Initialize the orchestrator with the following parameters and run:

from midori.core import Orchestrator

orchestrator = Orchestrator(
  hostname: str,
  username: str,
  password: str,
  repetitions: int,
  before_trial_cooling_time: int,
  trial_timespan: int,
  after_trial_cooling_time: int,
  variables: Dict[str, List[str]],
  subject_path: str,
  before_experiment_plugins: List[Type[PluginHelper]] = [],
  setup_plugins: List[Type[PluginHelper]] = [],
  end_trial_plugins: List[Type[PluginHelper]] = [],
  end_experiment_plugins: List[Type[PluginHelper]] = [],
)

orchestrator.run()

Remote Node and Experiment Subject Setup

  • The subject_path is a directory on the remote node.
  • As mentioned in the next section, variables represent the variables to be manipulated in the experiment, which should be reflected in the subject_path.
  • subject_path should be a git repository that contains branches named of the combinations of the variables. Each branch represents a treatment.

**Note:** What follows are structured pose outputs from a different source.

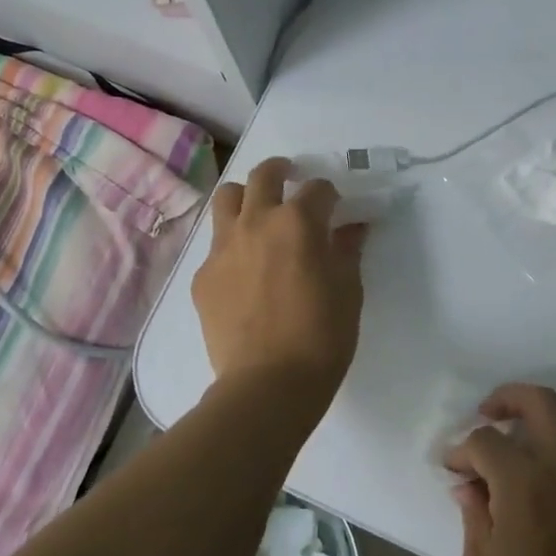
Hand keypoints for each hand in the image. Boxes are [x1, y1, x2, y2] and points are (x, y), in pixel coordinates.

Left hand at [191, 157, 367, 427]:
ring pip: (227, 198)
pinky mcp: (202, 276)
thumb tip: (352, 227)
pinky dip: (232, 245)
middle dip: (280, 170)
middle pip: (263, 175)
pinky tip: (243, 272)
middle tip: (289, 178)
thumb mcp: (348, 290)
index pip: (317, 188)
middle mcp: (256, 222)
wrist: (268, 385)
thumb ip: (347, 250)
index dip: (329, 195)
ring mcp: (223, 247)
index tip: (335, 208)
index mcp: (298, 222)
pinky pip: (216, 245)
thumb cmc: (322, 336)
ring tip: (257, 214)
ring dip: (245, 197)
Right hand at [446, 384, 555, 555]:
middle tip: (484, 415)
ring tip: (502, 481)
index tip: (450, 469)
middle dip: (508, 399)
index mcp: (528, 485)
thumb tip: (469, 485)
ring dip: (530, 444)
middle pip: (541, 405)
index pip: (487, 441)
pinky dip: (549, 477)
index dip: (462, 450)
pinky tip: (532, 514)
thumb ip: (474, 514)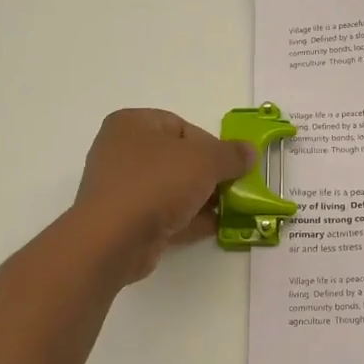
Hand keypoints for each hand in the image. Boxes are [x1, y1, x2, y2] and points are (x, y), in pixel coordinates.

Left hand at [73, 109, 254, 282]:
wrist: (114, 239)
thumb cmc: (156, 183)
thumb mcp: (204, 161)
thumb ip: (231, 154)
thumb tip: (250, 151)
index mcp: (132, 124)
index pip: (181, 126)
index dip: (210, 144)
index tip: (230, 164)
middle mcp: (121, 151)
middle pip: (177, 158)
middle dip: (208, 174)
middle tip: (232, 188)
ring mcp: (121, 188)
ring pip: (171, 188)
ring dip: (200, 199)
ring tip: (230, 210)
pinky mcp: (124, 221)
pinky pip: (163, 214)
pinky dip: (187, 219)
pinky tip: (214, 227)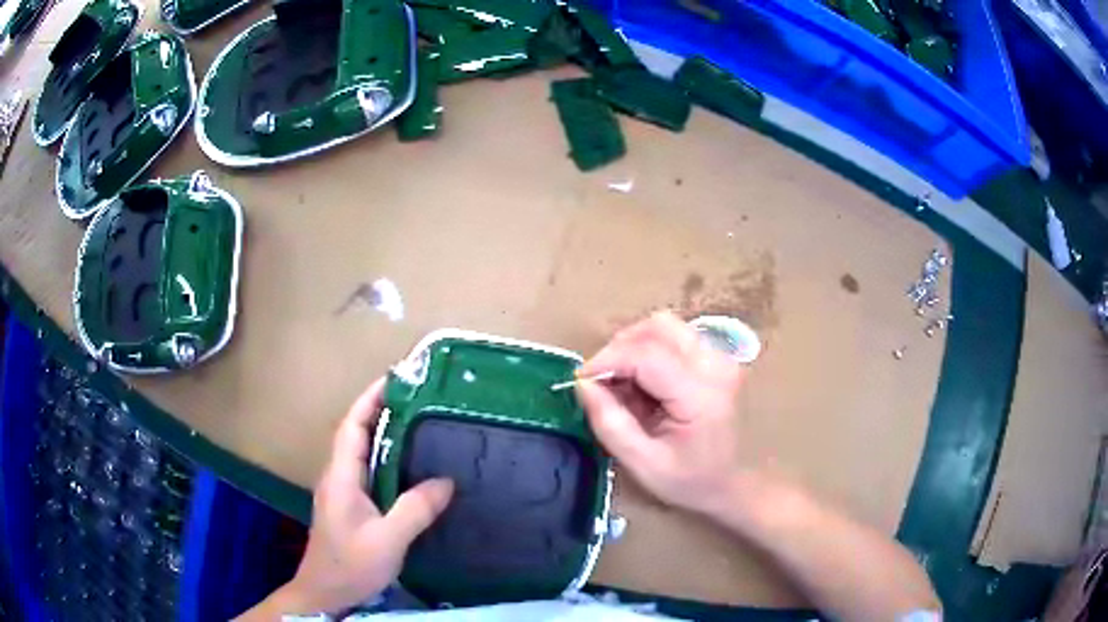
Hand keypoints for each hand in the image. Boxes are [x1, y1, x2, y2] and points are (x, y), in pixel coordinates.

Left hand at [279, 378, 453, 614]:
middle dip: (380, 410)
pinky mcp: (349, 506)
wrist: (325, 592)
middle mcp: (337, 476)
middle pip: (356, 433)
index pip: (353, 426)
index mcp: (341, 476)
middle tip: (416, 398)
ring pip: (361, 452)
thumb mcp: (388, 539)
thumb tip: (446, 480)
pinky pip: (367, 471)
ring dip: (383, 433)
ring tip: (417, 423)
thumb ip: (415, 509)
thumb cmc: (351, 564)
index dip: (370, 399)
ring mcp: (341, 492)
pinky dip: (385, 458)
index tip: (395, 378)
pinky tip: (408, 467)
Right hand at [575, 311, 746, 516]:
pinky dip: (649, 351)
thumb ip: (610, 423)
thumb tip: (583, 384)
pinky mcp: (717, 357)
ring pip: (665, 326)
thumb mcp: (643, 464)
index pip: (645, 354)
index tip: (581, 380)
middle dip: (619, 348)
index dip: (606, 360)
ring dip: (634, 346)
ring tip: (622, 382)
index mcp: (701, 394)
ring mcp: (720, 357)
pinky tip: (644, 383)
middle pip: (657, 327)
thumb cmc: (690, 481)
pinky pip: (674, 337)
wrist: (735, 483)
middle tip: (602, 381)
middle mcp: (715, 364)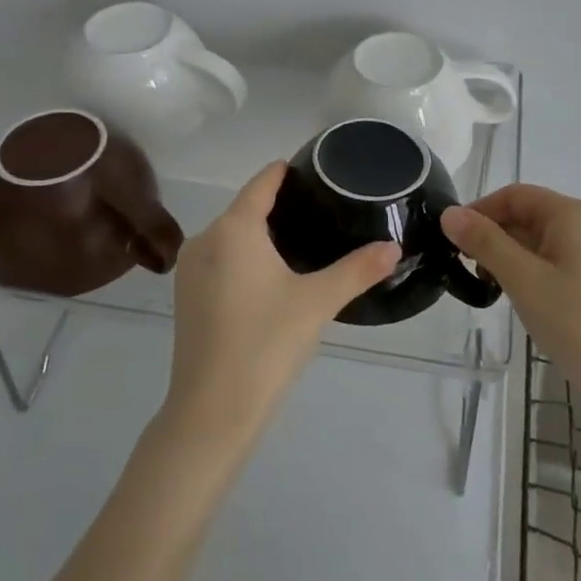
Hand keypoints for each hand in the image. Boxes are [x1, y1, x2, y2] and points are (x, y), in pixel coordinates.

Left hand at [163, 162, 399, 444]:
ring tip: (305, 242)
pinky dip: (245, 258)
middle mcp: (205, 239)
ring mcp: (190, 270)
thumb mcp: (318, 302)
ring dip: (263, 235)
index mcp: (233, 229)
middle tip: (324, 212)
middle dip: (281, 207)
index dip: (287, 172)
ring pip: (232, 237)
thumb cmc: (266, 344)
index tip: (316, 169)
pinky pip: (221, 260)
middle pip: (246, 209)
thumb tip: (394, 247)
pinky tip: (272, 277)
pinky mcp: (186, 297)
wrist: (211, 412)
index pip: (262, 183)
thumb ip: (357, 269)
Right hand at [441, 185, 580, 417]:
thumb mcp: (525, 281)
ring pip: (546, 239)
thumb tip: (450, 213)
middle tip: (471, 271)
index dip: (480, 211)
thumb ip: (485, 243)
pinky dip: (537, 270)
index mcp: (574, 214)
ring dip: (514, 256)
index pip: (515, 195)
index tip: (453, 241)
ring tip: (495, 289)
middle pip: (531, 215)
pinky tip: (528, 299)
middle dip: (496, 237)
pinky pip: (563, 259)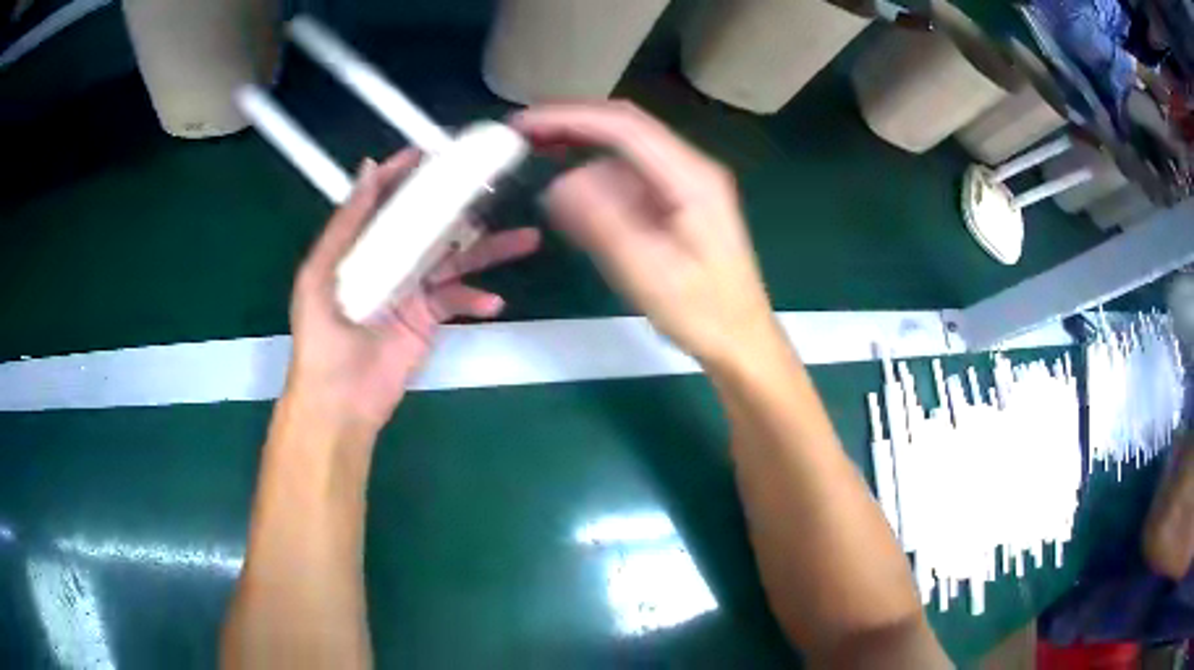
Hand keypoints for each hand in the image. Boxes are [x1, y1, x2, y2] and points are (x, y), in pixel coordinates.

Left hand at [286, 150, 541, 435]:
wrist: (340, 400)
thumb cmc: (322, 336)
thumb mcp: (321, 275)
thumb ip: (346, 223)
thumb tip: (369, 168)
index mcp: (360, 245)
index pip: (385, 199)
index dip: (407, 173)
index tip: (437, 150)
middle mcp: (388, 259)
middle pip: (429, 224)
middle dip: (463, 206)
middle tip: (499, 186)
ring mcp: (412, 289)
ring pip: (454, 259)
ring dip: (489, 250)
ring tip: (527, 239)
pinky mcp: (429, 319)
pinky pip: (459, 300)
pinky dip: (477, 299)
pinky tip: (494, 302)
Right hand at [513, 102, 775, 368]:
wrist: (742, 339)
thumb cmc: (703, 313)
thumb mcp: (648, 273)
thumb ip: (602, 223)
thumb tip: (557, 184)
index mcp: (692, 178)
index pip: (624, 126)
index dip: (569, 117)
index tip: (523, 124)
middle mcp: (691, 168)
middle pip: (625, 127)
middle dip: (572, 124)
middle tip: (522, 134)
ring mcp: (686, 183)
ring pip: (625, 149)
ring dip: (581, 147)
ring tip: (536, 156)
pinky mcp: (678, 201)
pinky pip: (630, 176)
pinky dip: (595, 175)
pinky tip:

For example, if variable is

variables = {'drink': ['orange', 'apple', 'watermelon'], 'size': [300, 600, 100], 'temperature': [20, 30]}

The subject_path should be a git repository that contains branches named orange-300-20, orange-300-30, orange-600-20, orange-600-30, etc. You do not have to include all the combinations, Midori will skip the missing branches.

Parameters

  • hostname, username, password: Mitori needs these parameters to connect to the remote node via SSH.
  • repetitions: The number of repetitions for the experiment.
  • before_trial_cooling_time: The cooling time before each trial, in seconds.
  • trial_timespan: The time span of each trial, in seconds.
  • after_trial_cooling_time: The cooling time after each trial, in seconds.
  • variables: The variables to be manipulated in the experiment. For example, if you have two variables, x and y, and you want to run the experiment with the values of x as [1, 2, 3] and the values of y as [4, 5, 6], you can define the variables as {'x': [1, 2, 3], 'y': [4, 5, 6]}.
  • subject_path: The path of the subject to be run on the remote cluster. For example, if you want to run the subject in the ~/subject directory, you can define the path as ~/subject.
  • before_experiment_plugins: The plugins to be run before the experiment, such as setting environment variables, installing dependencies, close unnecessary services, etc.
  • setup_plugins: The plugins to be run before each trial, such as setting up treatment-dependent environment variables, cleaning up the environment, etc.
  • end_trial_plugins: The plugins to be run after each trial, such as collecting logs, cleaning up the environment, etc.
  • end_experiment_plugins: The plugins to be run after the experiment.
To help you better understand this, the green boxes in the collapsed illustration represent the parameters.
Parameters

What are these Plugins?

Clearly there are 4 parameters that invoke the plugins to be run at different stages of the experiment. The 4 parameters are lists of class definitions (not instances).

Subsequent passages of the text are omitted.